A line qualifies if it holds the string "links". Copy every qualifying line from the records.

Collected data
BEGIN

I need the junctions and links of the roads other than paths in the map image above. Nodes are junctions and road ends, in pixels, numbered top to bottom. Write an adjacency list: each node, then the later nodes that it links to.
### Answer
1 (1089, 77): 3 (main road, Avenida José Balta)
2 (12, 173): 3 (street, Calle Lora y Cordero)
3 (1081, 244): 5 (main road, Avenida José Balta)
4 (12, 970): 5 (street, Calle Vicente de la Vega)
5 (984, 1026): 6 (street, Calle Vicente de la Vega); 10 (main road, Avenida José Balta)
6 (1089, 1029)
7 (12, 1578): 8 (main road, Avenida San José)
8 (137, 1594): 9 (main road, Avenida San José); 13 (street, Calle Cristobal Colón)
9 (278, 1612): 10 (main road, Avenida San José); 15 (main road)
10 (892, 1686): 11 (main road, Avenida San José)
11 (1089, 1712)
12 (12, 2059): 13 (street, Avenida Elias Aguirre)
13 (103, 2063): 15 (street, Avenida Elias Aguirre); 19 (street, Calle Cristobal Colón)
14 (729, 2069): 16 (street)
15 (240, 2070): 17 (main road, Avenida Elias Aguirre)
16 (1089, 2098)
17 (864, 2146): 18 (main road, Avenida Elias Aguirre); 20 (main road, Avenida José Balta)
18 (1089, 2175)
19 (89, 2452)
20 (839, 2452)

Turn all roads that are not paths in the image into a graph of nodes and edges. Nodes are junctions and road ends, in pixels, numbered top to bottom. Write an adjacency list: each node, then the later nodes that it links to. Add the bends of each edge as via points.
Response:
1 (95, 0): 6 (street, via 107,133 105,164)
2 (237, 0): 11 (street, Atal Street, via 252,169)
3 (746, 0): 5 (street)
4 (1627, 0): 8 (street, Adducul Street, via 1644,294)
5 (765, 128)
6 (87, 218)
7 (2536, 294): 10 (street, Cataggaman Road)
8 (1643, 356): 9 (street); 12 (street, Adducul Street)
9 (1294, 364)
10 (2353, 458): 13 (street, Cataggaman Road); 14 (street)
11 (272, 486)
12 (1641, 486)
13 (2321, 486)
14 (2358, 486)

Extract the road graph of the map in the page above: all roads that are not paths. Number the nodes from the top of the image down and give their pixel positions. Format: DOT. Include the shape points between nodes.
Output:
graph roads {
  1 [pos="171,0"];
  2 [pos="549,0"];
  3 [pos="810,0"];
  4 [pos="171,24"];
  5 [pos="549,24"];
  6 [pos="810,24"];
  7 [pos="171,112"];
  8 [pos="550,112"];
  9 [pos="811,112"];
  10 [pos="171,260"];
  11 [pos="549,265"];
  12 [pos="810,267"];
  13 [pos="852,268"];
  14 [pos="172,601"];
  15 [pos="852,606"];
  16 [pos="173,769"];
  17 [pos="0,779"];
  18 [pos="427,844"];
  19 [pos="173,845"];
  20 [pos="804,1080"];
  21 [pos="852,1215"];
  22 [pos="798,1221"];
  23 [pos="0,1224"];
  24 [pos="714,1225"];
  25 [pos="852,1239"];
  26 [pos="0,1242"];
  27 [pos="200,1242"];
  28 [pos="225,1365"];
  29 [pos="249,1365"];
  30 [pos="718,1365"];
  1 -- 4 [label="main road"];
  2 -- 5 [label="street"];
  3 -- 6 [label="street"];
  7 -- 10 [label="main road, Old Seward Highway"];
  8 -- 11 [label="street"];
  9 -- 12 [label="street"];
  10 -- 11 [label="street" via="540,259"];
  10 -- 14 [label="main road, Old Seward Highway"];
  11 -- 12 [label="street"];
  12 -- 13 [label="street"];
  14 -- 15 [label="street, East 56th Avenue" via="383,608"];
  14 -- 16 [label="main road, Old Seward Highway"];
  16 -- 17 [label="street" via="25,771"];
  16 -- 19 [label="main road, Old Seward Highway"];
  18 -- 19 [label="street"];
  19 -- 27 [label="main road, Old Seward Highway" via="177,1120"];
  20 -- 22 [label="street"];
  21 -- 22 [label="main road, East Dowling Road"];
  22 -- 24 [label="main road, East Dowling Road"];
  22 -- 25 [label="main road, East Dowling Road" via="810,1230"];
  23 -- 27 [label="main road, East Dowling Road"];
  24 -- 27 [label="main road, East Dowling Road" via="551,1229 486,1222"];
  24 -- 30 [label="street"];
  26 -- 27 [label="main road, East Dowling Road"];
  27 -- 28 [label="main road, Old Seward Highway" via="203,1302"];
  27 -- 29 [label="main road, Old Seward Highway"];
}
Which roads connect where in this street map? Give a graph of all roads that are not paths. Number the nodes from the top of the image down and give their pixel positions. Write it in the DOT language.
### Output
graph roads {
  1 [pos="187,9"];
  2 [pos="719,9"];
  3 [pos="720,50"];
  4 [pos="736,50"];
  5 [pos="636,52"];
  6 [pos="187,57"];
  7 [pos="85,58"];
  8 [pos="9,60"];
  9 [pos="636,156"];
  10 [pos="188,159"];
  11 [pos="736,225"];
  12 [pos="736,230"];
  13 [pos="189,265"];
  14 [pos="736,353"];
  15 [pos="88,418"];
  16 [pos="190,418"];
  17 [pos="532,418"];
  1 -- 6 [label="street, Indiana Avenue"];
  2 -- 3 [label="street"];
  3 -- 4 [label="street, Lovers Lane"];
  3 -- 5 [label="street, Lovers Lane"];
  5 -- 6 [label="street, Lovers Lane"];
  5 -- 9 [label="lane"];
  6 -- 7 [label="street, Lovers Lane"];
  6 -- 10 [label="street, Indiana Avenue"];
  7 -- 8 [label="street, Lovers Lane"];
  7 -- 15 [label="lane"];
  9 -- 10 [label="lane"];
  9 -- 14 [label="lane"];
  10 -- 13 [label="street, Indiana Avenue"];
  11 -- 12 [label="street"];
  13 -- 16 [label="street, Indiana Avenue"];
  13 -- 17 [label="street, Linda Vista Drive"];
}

END

SOLUTION TO THIS PROBLEM =
I need the junctions and links of the roads other than paths in the map image above. Nodes are junctions and road ends, in pixels, numbered top to bottom. Write an adjacency list: each node, then the later nodes that it links to.
Turn all roads that are not paths in the image into a graph of nodes and edges. Nodes are junctions and road ends, in pixels, numbered top to bottom. Write an adjacency list: each node, then the later nodes that it links to. Add the bends of each edge as via points.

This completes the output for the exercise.